What Aozora Bunko is

Aozora Bunko describes itself as "インターネット上で自由に読める、電子本のアーカイブ" (an archive of electronic books freely readable on the internet).1 It was started in 1997 and has grown into the standard free source for classic Japanese literature online.1

The corpus is built from two streams: works whose copyright term has expired and entered the public domain, and works the rights-holder has expressly permitted for release.1 The collection runs to tens of thousands of works and keeps growing, as volunteers add titles and more authors clear the public-domain threshold each year.1

Why no single work count appears here

Published snapshots have put the catalog in the rough range of fifteen thousand-plus works, but the figure climbs every year. Treat the size as "tens of thousands" rather than a fixed number, which ages the moment it is printed.

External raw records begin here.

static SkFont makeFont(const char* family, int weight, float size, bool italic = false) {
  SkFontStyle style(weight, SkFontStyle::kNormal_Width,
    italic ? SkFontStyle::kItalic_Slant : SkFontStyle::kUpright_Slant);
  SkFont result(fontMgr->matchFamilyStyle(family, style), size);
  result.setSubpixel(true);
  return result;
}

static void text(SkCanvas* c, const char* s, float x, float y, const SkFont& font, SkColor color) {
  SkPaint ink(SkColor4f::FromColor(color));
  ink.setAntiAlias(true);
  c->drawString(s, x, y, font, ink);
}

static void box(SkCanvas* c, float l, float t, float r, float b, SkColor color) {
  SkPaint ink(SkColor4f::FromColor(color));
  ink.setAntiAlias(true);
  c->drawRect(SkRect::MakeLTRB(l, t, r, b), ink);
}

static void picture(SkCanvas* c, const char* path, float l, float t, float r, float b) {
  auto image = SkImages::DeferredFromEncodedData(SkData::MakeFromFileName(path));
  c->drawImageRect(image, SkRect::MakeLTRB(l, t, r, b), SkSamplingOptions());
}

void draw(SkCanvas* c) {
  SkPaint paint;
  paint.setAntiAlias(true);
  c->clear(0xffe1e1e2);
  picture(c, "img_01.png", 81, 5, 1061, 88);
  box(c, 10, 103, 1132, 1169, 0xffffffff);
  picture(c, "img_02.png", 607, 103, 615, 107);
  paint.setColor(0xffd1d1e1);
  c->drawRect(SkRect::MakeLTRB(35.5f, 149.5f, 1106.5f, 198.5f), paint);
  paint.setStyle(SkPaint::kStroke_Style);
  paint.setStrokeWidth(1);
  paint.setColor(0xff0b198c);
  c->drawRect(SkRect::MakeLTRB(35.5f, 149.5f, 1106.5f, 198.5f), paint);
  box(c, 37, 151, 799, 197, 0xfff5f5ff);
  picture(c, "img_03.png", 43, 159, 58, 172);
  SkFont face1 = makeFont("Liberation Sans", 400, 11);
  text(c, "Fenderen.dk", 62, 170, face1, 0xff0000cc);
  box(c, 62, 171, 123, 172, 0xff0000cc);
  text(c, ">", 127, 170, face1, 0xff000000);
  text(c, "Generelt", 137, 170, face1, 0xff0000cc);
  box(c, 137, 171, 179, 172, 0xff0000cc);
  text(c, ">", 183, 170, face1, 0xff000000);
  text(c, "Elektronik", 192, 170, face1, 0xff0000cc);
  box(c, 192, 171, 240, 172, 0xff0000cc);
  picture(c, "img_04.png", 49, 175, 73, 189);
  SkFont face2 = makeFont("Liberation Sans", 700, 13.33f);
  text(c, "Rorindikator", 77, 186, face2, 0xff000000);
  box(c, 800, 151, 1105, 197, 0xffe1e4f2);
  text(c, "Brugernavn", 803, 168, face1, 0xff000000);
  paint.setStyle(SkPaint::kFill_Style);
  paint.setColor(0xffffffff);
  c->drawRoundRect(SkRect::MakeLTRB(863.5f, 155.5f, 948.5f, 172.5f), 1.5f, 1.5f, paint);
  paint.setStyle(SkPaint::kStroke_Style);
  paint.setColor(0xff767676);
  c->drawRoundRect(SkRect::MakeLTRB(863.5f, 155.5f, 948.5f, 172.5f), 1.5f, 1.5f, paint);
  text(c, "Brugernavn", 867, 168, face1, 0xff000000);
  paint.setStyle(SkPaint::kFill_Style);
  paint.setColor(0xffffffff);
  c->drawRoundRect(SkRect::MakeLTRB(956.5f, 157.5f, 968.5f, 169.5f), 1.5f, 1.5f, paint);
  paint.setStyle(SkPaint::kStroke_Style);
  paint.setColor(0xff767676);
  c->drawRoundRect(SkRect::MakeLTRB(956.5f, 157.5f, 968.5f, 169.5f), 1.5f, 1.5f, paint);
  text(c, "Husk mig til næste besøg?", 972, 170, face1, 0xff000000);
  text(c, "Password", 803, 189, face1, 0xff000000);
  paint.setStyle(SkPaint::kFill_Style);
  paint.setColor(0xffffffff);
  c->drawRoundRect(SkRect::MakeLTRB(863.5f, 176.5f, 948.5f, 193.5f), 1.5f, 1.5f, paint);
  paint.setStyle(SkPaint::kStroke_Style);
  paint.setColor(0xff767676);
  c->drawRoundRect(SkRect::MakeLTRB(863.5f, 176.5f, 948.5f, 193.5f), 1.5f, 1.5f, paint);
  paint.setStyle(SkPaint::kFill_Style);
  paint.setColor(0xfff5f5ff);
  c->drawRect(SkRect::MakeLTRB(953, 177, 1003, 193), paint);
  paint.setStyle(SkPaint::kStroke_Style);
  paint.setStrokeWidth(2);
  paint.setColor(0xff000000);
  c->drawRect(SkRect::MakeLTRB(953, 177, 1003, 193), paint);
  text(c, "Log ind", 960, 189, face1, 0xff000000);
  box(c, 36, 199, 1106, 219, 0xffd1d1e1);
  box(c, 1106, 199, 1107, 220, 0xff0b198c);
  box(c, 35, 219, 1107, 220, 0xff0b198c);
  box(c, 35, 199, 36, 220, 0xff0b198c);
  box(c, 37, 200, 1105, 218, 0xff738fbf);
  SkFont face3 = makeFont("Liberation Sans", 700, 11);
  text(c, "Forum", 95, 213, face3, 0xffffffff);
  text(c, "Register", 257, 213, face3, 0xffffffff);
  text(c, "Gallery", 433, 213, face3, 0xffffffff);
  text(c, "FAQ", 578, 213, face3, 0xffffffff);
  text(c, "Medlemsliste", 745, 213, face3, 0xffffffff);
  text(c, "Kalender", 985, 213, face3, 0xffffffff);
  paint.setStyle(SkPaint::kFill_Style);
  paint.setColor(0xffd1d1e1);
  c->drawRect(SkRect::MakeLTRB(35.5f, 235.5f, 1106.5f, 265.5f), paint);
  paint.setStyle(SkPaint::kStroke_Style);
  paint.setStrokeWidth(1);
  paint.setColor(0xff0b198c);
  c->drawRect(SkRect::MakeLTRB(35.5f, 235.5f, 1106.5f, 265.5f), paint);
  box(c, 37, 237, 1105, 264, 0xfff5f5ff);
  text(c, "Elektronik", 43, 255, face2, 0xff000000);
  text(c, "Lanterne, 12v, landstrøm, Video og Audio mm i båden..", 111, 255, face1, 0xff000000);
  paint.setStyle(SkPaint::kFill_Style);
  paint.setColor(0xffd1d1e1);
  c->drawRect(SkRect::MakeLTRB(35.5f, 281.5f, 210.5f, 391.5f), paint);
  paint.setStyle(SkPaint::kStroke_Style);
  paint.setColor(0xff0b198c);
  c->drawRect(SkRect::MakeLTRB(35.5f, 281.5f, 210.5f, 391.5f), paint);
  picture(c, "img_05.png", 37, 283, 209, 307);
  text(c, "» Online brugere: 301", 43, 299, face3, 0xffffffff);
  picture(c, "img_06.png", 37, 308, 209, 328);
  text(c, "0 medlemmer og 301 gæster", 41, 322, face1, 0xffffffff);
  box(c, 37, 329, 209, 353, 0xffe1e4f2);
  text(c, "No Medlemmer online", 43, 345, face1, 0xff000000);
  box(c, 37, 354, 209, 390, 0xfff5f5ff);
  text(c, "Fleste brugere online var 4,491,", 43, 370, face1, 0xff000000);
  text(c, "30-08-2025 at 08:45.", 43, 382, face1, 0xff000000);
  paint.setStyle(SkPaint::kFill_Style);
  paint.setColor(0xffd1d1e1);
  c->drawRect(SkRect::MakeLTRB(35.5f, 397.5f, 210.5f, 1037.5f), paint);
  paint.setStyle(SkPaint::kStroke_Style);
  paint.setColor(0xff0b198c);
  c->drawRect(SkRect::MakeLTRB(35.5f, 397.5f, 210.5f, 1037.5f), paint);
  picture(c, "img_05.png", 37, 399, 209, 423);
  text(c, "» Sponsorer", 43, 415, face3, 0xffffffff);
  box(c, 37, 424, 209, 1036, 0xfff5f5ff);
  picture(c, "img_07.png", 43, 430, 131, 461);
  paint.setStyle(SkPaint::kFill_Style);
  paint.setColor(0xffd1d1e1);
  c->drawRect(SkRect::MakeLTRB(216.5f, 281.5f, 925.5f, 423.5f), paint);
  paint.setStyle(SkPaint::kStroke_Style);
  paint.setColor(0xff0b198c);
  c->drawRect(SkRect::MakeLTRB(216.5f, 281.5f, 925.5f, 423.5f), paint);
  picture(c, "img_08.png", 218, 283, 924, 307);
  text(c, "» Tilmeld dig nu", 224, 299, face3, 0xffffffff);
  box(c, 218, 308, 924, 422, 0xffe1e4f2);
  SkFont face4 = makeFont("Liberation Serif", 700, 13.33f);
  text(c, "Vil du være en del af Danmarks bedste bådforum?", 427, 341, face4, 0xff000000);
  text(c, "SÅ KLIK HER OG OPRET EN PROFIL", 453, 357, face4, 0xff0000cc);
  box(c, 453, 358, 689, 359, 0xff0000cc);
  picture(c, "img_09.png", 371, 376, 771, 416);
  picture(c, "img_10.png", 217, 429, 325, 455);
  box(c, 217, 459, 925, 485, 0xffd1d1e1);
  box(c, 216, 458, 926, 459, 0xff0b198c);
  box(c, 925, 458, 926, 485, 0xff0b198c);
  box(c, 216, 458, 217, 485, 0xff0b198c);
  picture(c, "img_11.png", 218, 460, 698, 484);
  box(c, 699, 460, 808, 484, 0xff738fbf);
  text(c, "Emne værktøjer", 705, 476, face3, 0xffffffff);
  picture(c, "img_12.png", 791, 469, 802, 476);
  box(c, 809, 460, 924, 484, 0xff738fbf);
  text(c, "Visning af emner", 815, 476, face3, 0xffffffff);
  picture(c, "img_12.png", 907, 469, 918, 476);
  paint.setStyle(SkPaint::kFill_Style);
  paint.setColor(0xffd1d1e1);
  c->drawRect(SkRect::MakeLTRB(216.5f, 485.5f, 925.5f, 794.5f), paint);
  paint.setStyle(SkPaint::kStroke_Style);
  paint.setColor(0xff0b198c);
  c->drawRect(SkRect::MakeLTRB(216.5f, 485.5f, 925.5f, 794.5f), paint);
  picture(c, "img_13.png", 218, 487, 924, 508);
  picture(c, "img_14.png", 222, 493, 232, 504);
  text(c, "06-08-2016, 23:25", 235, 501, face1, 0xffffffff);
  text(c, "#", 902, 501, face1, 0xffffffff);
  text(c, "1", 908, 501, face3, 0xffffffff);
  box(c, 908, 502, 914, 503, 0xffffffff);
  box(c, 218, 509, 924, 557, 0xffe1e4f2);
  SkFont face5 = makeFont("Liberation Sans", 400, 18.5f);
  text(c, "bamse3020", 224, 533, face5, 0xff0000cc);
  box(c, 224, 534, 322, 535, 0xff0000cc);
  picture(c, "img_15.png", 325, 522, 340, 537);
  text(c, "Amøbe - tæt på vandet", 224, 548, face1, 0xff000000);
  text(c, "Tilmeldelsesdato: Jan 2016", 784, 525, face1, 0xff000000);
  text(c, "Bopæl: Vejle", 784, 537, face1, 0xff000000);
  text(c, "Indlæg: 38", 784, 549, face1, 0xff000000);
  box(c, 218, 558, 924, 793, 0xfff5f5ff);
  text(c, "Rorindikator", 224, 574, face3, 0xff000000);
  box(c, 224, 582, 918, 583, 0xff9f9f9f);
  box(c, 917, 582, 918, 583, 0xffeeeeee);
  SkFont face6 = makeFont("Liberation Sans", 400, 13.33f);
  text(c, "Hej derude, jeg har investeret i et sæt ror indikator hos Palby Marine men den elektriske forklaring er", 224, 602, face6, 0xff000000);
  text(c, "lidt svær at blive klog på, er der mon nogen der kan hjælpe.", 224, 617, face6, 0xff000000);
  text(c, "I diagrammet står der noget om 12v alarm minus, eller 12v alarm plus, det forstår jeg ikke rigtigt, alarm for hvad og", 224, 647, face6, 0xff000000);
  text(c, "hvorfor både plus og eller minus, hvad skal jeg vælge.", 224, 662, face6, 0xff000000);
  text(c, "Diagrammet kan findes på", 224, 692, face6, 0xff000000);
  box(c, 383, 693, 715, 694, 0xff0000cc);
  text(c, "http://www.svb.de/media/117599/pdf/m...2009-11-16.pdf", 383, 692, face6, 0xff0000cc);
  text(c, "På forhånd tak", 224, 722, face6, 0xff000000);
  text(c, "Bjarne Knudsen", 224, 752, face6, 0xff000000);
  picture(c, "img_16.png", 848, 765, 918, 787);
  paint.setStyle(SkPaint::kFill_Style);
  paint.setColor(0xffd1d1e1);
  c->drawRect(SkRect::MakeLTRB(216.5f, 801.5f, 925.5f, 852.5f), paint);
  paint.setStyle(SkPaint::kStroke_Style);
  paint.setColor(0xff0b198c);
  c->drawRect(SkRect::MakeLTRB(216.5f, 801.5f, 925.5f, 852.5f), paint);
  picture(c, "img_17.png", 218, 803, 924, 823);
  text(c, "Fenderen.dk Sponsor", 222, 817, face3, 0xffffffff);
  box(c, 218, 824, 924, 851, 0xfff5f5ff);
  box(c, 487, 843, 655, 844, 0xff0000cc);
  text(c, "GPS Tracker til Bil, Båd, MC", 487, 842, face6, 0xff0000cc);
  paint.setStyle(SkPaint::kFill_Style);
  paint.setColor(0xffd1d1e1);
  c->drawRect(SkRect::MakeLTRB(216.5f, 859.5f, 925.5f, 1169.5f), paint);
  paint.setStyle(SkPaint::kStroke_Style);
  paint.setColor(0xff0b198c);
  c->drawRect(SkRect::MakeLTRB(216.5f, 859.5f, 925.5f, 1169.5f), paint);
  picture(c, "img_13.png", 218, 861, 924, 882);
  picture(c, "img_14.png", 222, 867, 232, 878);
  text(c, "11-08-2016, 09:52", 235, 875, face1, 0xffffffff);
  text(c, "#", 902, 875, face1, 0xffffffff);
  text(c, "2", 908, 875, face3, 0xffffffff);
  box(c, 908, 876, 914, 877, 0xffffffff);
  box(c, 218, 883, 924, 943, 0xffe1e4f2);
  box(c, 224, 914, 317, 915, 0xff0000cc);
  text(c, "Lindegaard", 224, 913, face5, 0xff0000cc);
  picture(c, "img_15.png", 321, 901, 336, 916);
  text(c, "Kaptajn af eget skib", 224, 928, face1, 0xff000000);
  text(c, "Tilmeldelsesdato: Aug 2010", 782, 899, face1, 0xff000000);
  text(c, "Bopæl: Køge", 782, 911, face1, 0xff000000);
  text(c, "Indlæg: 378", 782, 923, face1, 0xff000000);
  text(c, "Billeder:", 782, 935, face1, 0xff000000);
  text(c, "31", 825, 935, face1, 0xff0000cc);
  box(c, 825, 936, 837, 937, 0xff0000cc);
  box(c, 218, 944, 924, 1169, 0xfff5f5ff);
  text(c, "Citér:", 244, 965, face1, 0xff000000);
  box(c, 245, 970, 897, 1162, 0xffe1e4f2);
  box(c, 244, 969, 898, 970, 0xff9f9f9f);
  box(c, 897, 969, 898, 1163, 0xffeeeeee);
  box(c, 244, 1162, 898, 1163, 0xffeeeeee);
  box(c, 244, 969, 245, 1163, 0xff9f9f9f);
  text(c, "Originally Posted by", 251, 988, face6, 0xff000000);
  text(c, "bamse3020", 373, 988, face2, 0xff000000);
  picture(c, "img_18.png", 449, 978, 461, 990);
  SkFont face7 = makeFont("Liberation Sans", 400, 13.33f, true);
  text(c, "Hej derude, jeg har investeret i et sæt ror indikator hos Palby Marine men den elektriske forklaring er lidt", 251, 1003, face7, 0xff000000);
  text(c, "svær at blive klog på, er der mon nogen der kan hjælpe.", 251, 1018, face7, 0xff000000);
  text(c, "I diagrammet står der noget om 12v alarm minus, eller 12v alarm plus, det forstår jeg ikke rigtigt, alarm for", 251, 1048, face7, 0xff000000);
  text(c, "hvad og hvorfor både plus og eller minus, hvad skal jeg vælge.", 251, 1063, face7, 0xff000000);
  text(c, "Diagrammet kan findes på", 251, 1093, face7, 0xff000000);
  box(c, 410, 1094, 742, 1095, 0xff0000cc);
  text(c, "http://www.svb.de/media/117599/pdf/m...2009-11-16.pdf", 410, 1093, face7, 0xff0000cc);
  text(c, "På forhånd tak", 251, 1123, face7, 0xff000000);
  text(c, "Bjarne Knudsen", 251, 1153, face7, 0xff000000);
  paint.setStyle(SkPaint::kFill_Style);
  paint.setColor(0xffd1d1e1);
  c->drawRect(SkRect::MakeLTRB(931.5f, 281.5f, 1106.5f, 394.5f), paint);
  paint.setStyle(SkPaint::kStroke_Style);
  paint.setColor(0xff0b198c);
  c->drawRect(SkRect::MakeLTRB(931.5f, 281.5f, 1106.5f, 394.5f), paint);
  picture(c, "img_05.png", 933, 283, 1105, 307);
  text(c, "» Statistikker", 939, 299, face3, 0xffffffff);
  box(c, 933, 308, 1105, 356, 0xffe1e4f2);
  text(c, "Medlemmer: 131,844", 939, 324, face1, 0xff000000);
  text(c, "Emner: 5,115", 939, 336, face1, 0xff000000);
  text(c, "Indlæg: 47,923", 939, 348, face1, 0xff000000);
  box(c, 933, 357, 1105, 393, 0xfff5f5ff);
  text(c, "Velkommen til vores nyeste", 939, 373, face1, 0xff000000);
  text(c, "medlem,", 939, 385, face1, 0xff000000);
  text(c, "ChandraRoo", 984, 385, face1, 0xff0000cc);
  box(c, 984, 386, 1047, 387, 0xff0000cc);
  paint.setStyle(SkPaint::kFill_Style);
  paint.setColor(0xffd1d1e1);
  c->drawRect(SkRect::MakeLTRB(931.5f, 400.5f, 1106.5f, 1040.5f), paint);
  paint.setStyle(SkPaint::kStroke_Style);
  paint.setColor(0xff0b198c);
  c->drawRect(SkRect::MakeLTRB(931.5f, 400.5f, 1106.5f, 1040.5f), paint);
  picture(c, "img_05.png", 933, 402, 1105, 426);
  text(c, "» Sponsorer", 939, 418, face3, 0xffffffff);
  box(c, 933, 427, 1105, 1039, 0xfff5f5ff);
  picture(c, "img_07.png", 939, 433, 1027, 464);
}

The library is often called the "Project Gutenberg of Japan." That is a useful analogy for a volunteer-digitized public-domain text collection, not a formal equivalence.

Why the great pre-modern authors are all here

A work enters the Japanese public domain when its copyright term expires, after which anyone may legally digitize and redistribute it. Aozora Bunko is, by construction, a public-domain corpus.1

Since 30 December 2018, copyright in Japan runs for 70 years after the author's death, counted from the year following death.23 Before that reform the term was 50 years post-mortem.3 The extension came out of the Trans-Pacific Partnership process and an EU–Japan Economic Partnership Agreement requirement. It was applied to all works at the end of 2018.3

The reform was not retroactive. "Works that had entered the public domain between 1999 and 29 December 2018 (inclusive) due to expiration remained in the public domain."3 Nothing already free in Aozora Bunko was pulled back under copyright. The practical effect of the 50→70 change is a 20-year freeze on new authors entering the public domain, not a clawback.

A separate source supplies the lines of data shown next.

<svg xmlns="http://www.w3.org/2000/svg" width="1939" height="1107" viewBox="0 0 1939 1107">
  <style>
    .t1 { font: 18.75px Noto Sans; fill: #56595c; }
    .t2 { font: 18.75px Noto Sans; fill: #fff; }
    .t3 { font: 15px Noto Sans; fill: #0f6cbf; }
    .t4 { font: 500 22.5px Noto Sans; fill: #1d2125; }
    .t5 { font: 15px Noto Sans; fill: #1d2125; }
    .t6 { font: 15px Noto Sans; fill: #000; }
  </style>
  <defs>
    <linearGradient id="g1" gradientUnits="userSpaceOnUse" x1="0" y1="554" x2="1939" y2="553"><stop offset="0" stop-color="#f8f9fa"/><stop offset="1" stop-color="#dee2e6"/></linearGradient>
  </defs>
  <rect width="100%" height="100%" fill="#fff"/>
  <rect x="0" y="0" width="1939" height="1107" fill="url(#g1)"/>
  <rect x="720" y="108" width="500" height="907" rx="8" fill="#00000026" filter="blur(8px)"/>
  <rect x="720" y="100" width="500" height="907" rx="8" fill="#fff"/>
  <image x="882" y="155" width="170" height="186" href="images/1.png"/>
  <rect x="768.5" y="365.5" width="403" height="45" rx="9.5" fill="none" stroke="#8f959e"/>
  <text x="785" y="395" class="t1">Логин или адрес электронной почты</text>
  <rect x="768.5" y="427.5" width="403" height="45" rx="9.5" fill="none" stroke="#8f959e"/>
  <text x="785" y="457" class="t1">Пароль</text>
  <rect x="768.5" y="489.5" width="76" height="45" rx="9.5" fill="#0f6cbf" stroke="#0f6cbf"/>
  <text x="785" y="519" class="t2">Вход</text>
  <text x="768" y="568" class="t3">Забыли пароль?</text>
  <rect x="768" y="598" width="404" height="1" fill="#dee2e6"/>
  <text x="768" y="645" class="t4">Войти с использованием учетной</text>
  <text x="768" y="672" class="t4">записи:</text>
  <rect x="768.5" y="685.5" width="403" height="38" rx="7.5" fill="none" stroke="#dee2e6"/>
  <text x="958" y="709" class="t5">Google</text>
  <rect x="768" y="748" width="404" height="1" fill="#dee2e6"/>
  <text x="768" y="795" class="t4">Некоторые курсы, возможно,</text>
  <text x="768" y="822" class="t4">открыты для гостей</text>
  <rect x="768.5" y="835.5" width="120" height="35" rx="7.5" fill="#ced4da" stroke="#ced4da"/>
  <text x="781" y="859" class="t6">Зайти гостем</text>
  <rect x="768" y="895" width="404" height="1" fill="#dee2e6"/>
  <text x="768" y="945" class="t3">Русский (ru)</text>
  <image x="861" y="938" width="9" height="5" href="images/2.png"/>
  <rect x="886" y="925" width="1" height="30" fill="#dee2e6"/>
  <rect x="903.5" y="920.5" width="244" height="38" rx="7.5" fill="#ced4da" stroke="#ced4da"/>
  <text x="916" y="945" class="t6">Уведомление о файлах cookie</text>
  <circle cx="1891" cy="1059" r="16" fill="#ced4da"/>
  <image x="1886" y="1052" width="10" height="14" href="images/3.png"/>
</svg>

The 50→70 change is the article's most date-sensitive fact

The term length and its 2018 reform date are the only items here that may change. Death years and the non-revival rule are fixed. If any single fact in this article needs a future refresh, it is this one.

This is why the canonical literary giants are reliably present. Under the old 50-year rule, authors who died in 1967 or earlier had already entered the public domain before the 2018 cutoff (1967 + 50 = 2017, clear before 30 December 2018). They stay free under the non-revival rule.3 The major names all died well before that line:

AuthorDied
夏目漱石 (Natsume Sōseki)19164
森鴎外 (Mori Ōgai)19224
芥川龍之介 (Akutagawa Ryūnosuke)19274
宮沢賢治 (Miyazawa Kenji)19334
中島敦 (Nakajima Atsushi)19424
太宰治 (Dazai Osamu)19484

Authors who died in 1968 or later had not finished their 50-year clock by the end of 2018. They now wait out the full 70 years. The leading edge of newly public authors is effectively paused until the early 2040s.

Who this is for

This is an N1-and-up access guide. It assumes a strong base in modern grammar. The value here is navigation, the orthography map, and tooling, not grammar instruction.

Original-orthography texts layer historical kana and old-form kanji on top of literary vocabulary. That can outrun even a solid N1 grammar base.5 This guide states that difficulty directly and expands on it in "Good to know." A reader still working through contemporary fiction is better served starting with modern literary prose before reaching for pre-modern texts.

The orthography variants: which version to read

Aozora Bunko registers a work in up to three orthographic forms. They are defined along two independent axes: kanji shape (旧字 old-form versus 新字 modern-form) and kana spelling (旧仮名 historical versus 新仮名 modern).67 Because the two axes combine, the three named variants fall out as points on a grid.

The three character forms

FormKanjiKana spellingWhat the reader sees
旧字旧仮名 (kyūji-kyūkana)old-form (e.g. 圓, 佛, 舊)historical (ゐ, ゑ, ~ふ for u, けふ)the text as originally printed; maximal authenticity
新字旧仮名 (shinji-kyūkana)modern-form (円, 仏, 旧)historical kana retaineda middle form: only the kanji are modernized
新字新仮名 (shinji-shinkana)modern-formmodern kanafully modernized; reads like contemporary print

Aozora's conversion guideline sets its baseline as "新字、現代仮名づかいへの変更を基本とする" (modernize to new-form kanji and modern kana as the default). It also adds that "ただし、漢字のみを書き換えた、新字、旧仮名づかいへの変更も拒まない" (a kanji-only modernization, that is 新字旧仮名, is also accepted).6 This is why all three forms coexist.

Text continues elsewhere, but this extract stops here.